Please go line by line and repeat the data below exactly, with no images.

--- INPUT DATA Enclosed Below ---

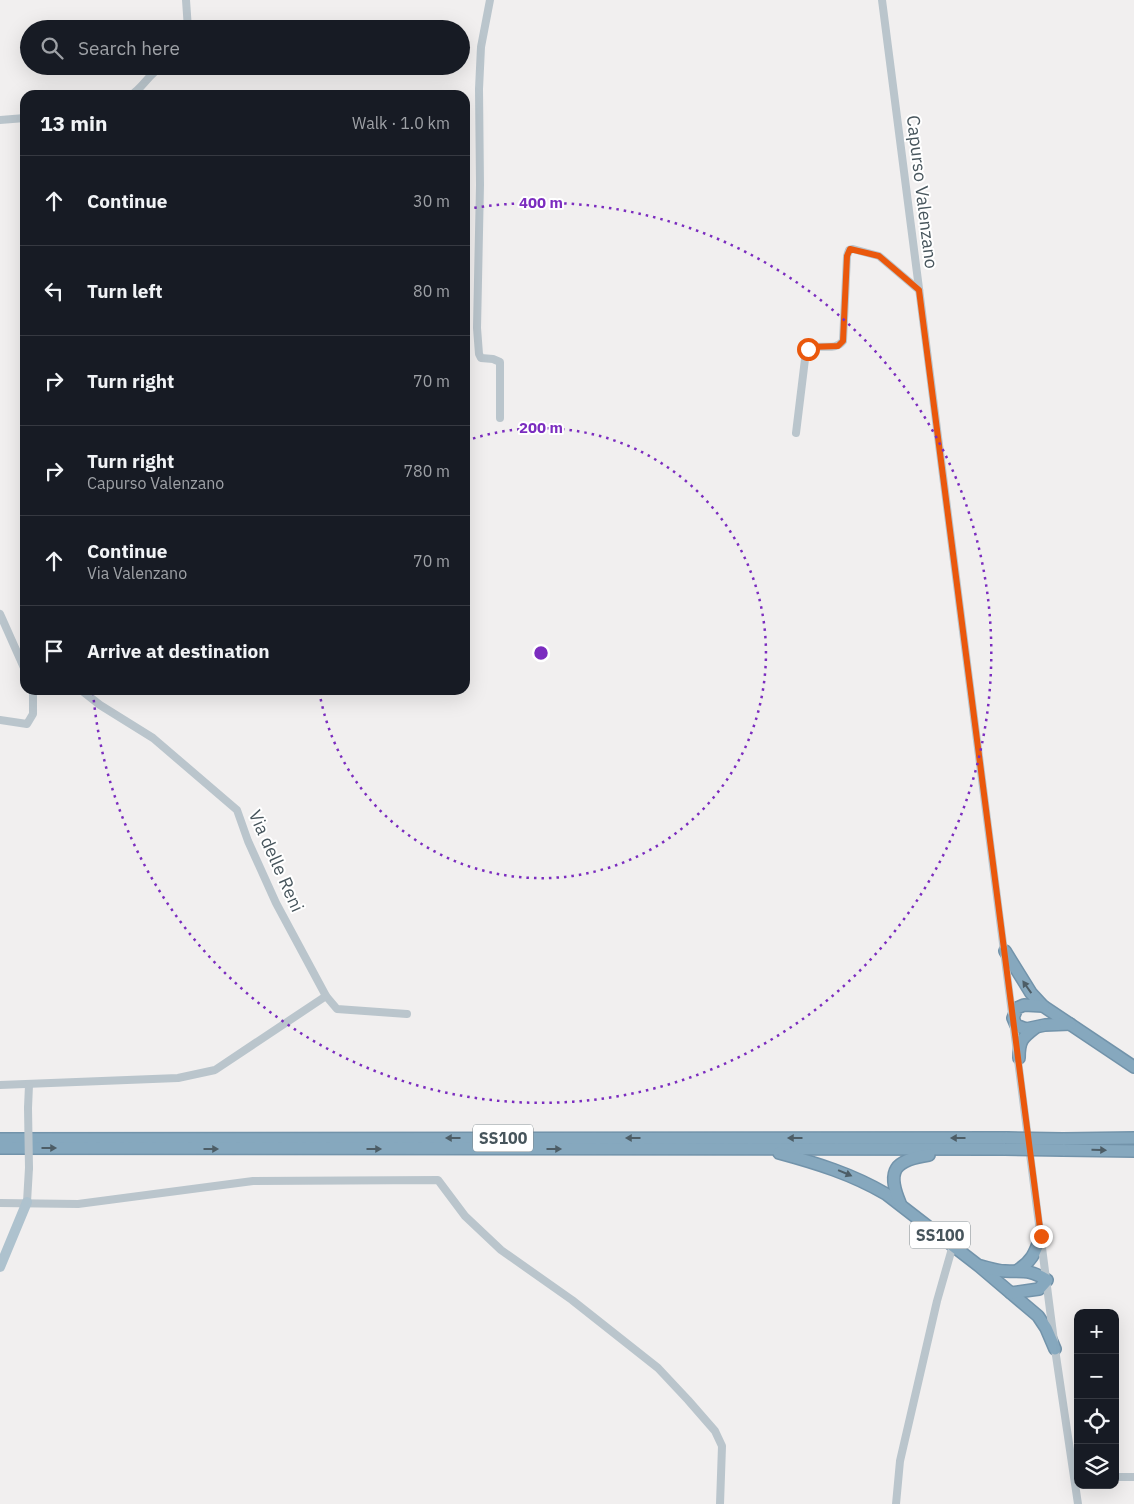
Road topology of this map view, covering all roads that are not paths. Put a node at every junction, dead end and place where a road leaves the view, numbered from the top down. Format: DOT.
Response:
graph roads {
  1 [pos="186,0"];
  2 [pos="490,0"];
  3 [pos="882,0"];
  4 [pos="187,20"];
  5 [pos="150,75"];
  6 [pos="140,90"];
  7 [pos="20,118"];
  8 [pos="0,120"];
  9 [pos="919,290"];
  10 [pos="500,418"];
  11 [pos="796,433"];
  12 [pos="0,614"];
  13 [pos="20,661"];
  14 [pos="33,695"];
  15 [pos="87,695"];
  16 [pos="0,720"];
  17 [pos="1005,951"];
  18 [pos="326,996"];
  19 [pos="1043,1006"];
  20 [pos="407,1014"];
  21 [pos="1013,1018"];
  22 [pos="1072,1024"];
  23 [pos="1035,1028"];
  24 [pos="1018,1058"];
  25 [pos="1134,1067"];
  26 [pos="0,1085"];
  27 [pos="29,1085"];
  28 [pos="1134,1134"];
  29 [pos="1134,1138"];
  30 [pos="0,1139"];
  31 [pos="1075,1139"];
  32 [pos="1006,1143"];
  33 [pos="1063,1144"];
  34 [pos="0,1148"];
  35 [pos="765,1149"];
  36 [pos="979,1149"];
  37 [pos="1134,1151"];
  38 [pos="27,1202"];
  39 [pos="0,1203"];
  40 [pos="900,1205"];
  41 [pos="1041,1236"];
  42 [pos="953,1245"];
  43 [pos="979,1266"];
  44 [pos="0,1267"];
  45 [pos="1018,1270"];
  46 [pos="1047,1280"];
  47 [pos="1011,1293"];
  48 [pos="1055,1349"];
  49 [pos="1074,1465"];
  50 [pos="1119,1477"];
  51 [pos="1134,1477"];
  52 [pos="1077,1489"];
  53 [pos="720,1504"];
  54 [pos="896,1504"];
  55 [pos="1078,1504"];
  1 -- 4 [label="street"];
  2 -- 10 [label="street"];
  3 -- 9 [label="street, Capurso Valenzano"];
  5 -- 6 [label="street"];
  7 -- 8 [label="street"];
  9 -- 11 [label="street"];
  9 -- 17 [label="street, Capurso Valenzano"];
  12 -- 13 [label="street"];
  14 -- 16 [label="street"];
  15 -- 18 [label="street, Via delle Reni"];
  19 -- 17 [label="highway, one-way"];
  17 -- 21 [label="street, Capurso Valenzano"];
  18 -- 20 [label="street, Via delle Reni"];
  18 -- 27 [label="street"];
  19 -- 21 [label="highway"];
  19 -- 22 [label="highway"];
  21 -- 23 [label="highway"];
  21 -- 24 [label="street, Capurso Valenzano"];
  22 -- 23 [label="highway"];
  22 -- 25 [label="highway"];
  23 -- 24 [label="highway"];
  24 -- 41 [label="street, Capurso Valenzano"];
  26 -- 27 [label="street"];
  27 -- 38 [label="street, bridge"];
  28 -- 31 [label="highway, SS100"];
  29 -- 31 [label="highway, SS100"];
  32 -- 30 [label="highway, SS100, one-way"];
  31 -- 33 [label="highway, SS100"];
  32 -- 33 [label="highway, SS100, bridge"];
  32 -- 36 [label="highway, SS100"];
  33 -- 37 [label="highway, SS100, one-way"];
  34 -- 35 [label="highway, SS100, one-way"];
  35 -- 36 [label="highway, SS100"];
  35 -- 40 [label="highway, SS100, one-way"];
  36 -- 40 [label="highway"];
  38 -- 39 [label="street"];
  38 -- 44 [label="main road"];
  38 -- 53 [label="street"];
  40 -- 42 [label="highway, SS100"];
  41 -- 45 [label="highway"];
  41 -- 46 [label="street, Capurso Valenzano"];
  42 -- 43 [label="highway, SS100"];
  42 -- 54 [label="street"];
  43 -- 45 [label="highway, SS100"];
  43 -- 47 [label="highway, SS100"];
  45 -- 46 [label="highway, SS100"];
  46 -- 47 [label="highway"];
  46 -- 48 [label="street, Capurso Valenzano"];
  47 -- 48 [label="highway, SS100"];
  48 -- 49 [label="street, Capurso Valenzano"];
  50 -- 51 [label="street"];
  52 -- 55 [label="street, Capurso Valenzano"];
}
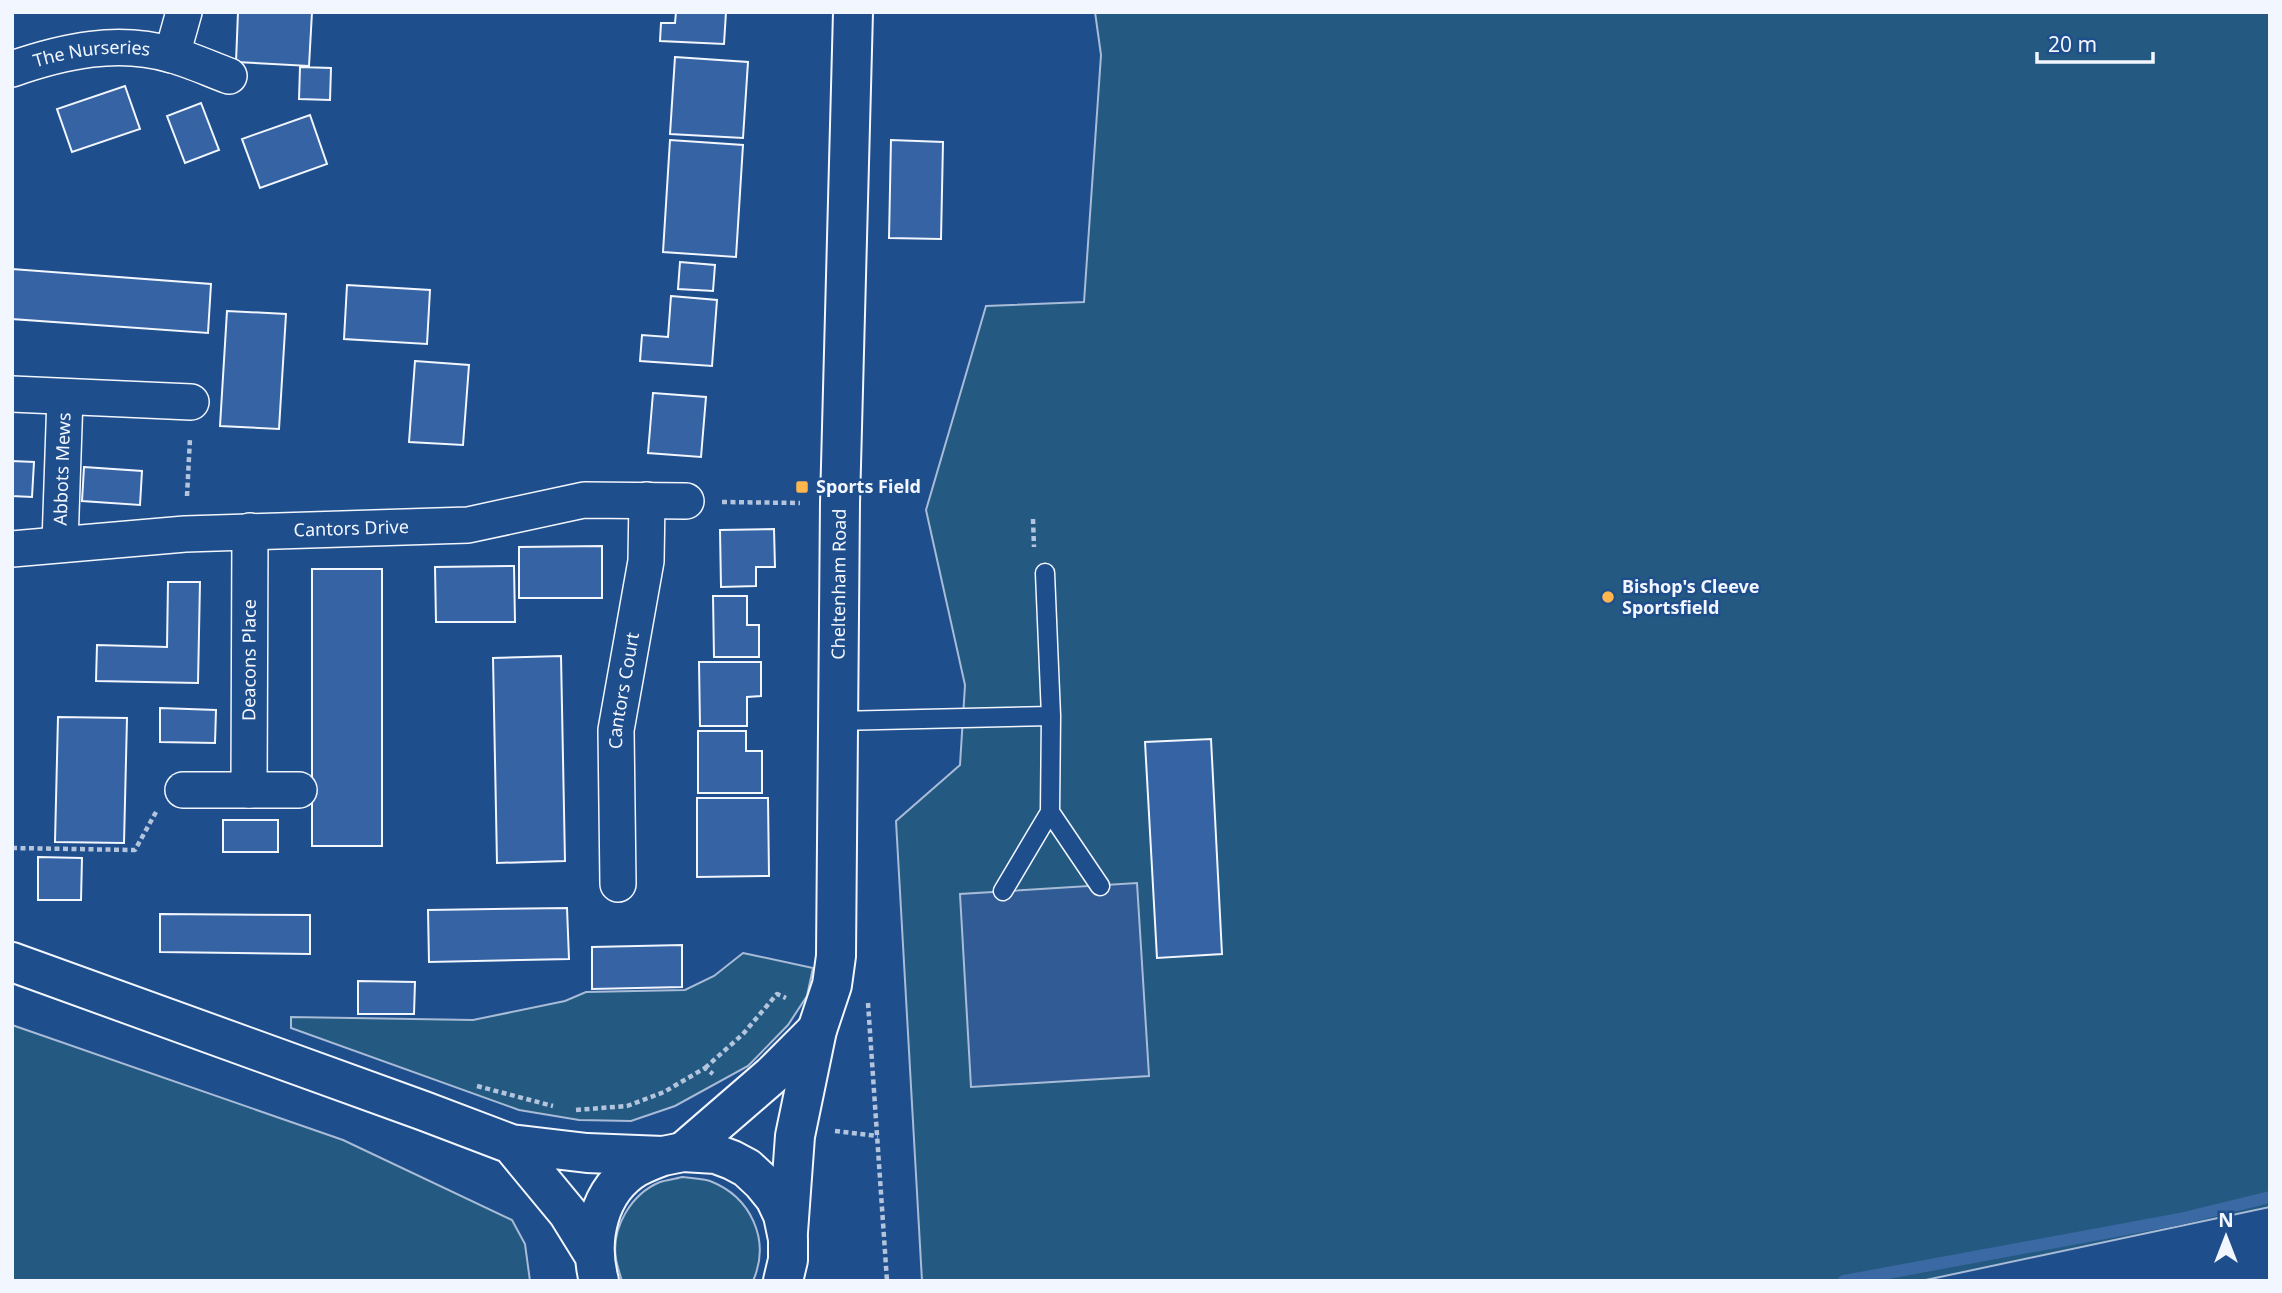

--- End of Enclosed INPUT DATA ---

§ TASK OUTPUT:
Road topology of this map view, covering all roads that are not paths. Put a node at every junction, dead end and place where a road leaves the view, numbered from the top down. Format: DOT.
Response:
graph roads {
  1 [pos="186,0"];
  2 [pos="490,0"];
  3 [pos="882,0"];
  4 [pos="187,20"];
  5 [pos="150,75"];
  6 [pos="140,90"];
  7 [pos="20,118"];
  8 [pos="0,120"];
  9 [pos="919,290"];
  10 [pos="500,418"];
  11 [pos="796,433"];
  12 [pos="0,614"];
  13 [pos="20,661"];
  14 [pos="33,695"];
  15 [pos="87,695"];
  16 [pos="0,720"];
  17 [pos="1005,951"];
  18 [pos="326,996"];
  19 [pos="1043,1006"];
  20 [pos="407,1014"];
  21 [pos="1013,1018"];
  22 [pos="1072,1024"];
  23 [pos="1035,1028"];
  24 [pos="1018,1058"];
  25 [pos="1134,1067"];
  26 [pos="0,1085"];
  27 [pos="29,1085"];
  28 [pos="1134,1134"];
  29 [pos="1134,1138"];
  30 [pos="0,1139"];
  31 [pos="1075,1139"];
  32 [pos="1006,1143"];
  33 [pos="1063,1144"];
  34 [pos="0,1148"];
  35 [pos="765,1149"];
  36 [pos="979,1149"];
  37 [pos="1134,1151"];
  38 [pos="27,1202"];
  39 [pos="0,1203"];
  40 [pos="900,1205"];
  41 [pos="1041,1236"];
  42 [pos="953,1245"];
  43 [pos="979,1266"];
  44 [pos="0,1267"];
  45 [pos="1018,1270"];
  46 [pos="1047,1280"];
  47 [pos="1011,1293"];
  48 [pos="1055,1349"];
  49 [pos="1074,1465"];
  50 [pos="1119,1477"];
  51 [pos="1134,1477"];
  52 [pos="1077,1489"];
  53 [pos="720,1504"];
  54 [pos="896,1504"];
  55 [pos="1078,1504"];
  1 -- 4 [label="street"];
  2 -- 10 [label="street"];
  3 -- 9 [label="street, Capurso Valenzano"];
  5 -- 6 [label="street"];
  7 -- 8 [label="street"];
  9 -- 11 [label="street"];
  9 -- 17 [label="street, Capurso Valenzano"];
  12 -- 13 [label="street"];
  14 -- 16 [label="street"];
  15 -- 18 [label="street, Via delle Reni"];
  19 -- 17 [label="highway, one-way"];
  17 -- 21 [label="street, Capurso Valenzano"];
  18 -- 20 [label="street, Via delle Reni"];
  18 -- 27 [label="street"];
  19 -- 21 [label="highway"];
  19 -- 22 [label="highway"];
  21 -- 23 [label="highway"];
  21 -- 24 [label="street, Capurso Valenzano"];
  22 -- 23 [label="highway"];
  22 -- 25 [label="highway"];
  23 -- 24 [label="highway"];
  24 -- 41 [label="street, Capurso Valenzano"];
  26 -- 27 [label="street"];
  27 -- 38 [label="street, bridge"];
  28 -- 31 [label="highway, SS100"];
  29 -- 31 [label="highway, SS100"];
  32 -- 30 [label="highway, SS100, one-way"];
  31 -- 33 [label="highway, SS100"];
  32 -- 33 [label="highway, SS100, bridge"];
  32 -- 36 [label="highway, SS100"];
  33 -- 37 [label="highway, SS100, one-way"];
  34 -- 35 [label="highway, SS100, one-way"];
  35 -- 36 [label="highway, SS100"];
  35 -- 40 [label="highway, SS100, one-way"];
  36 -- 40 [label="highway"];
  38 -- 39 [label="street"];
  38 -- 44 [label="main road"];
  38 -- 53 [label="street"];
  40 -- 42 [label="highway, SS100"];
  41 -- 45 [label="highway"];
  41 -- 46 [label="street, Capurso Valenzano"];
  42 -- 43 [label="highway, SS100"];
  42 -- 54 [label="street"];
  43 -- 45 [label="highway, SS100"];
  43 -- 47 [label="highway, SS100"];
  45 -- 46 [label="highway, SS100"];
  46 -- 47 [label="highway"];
  46 -- 48 [label="street, Capurso Valenzano"];
  47 -- 48 [label="highway, SS100"];
  48 -- 49 [label="street, Capurso Valenzano"];
  50 -- 51 [label="street"];
  52 -- 55 [label="street, Capurso Valenzano"];
}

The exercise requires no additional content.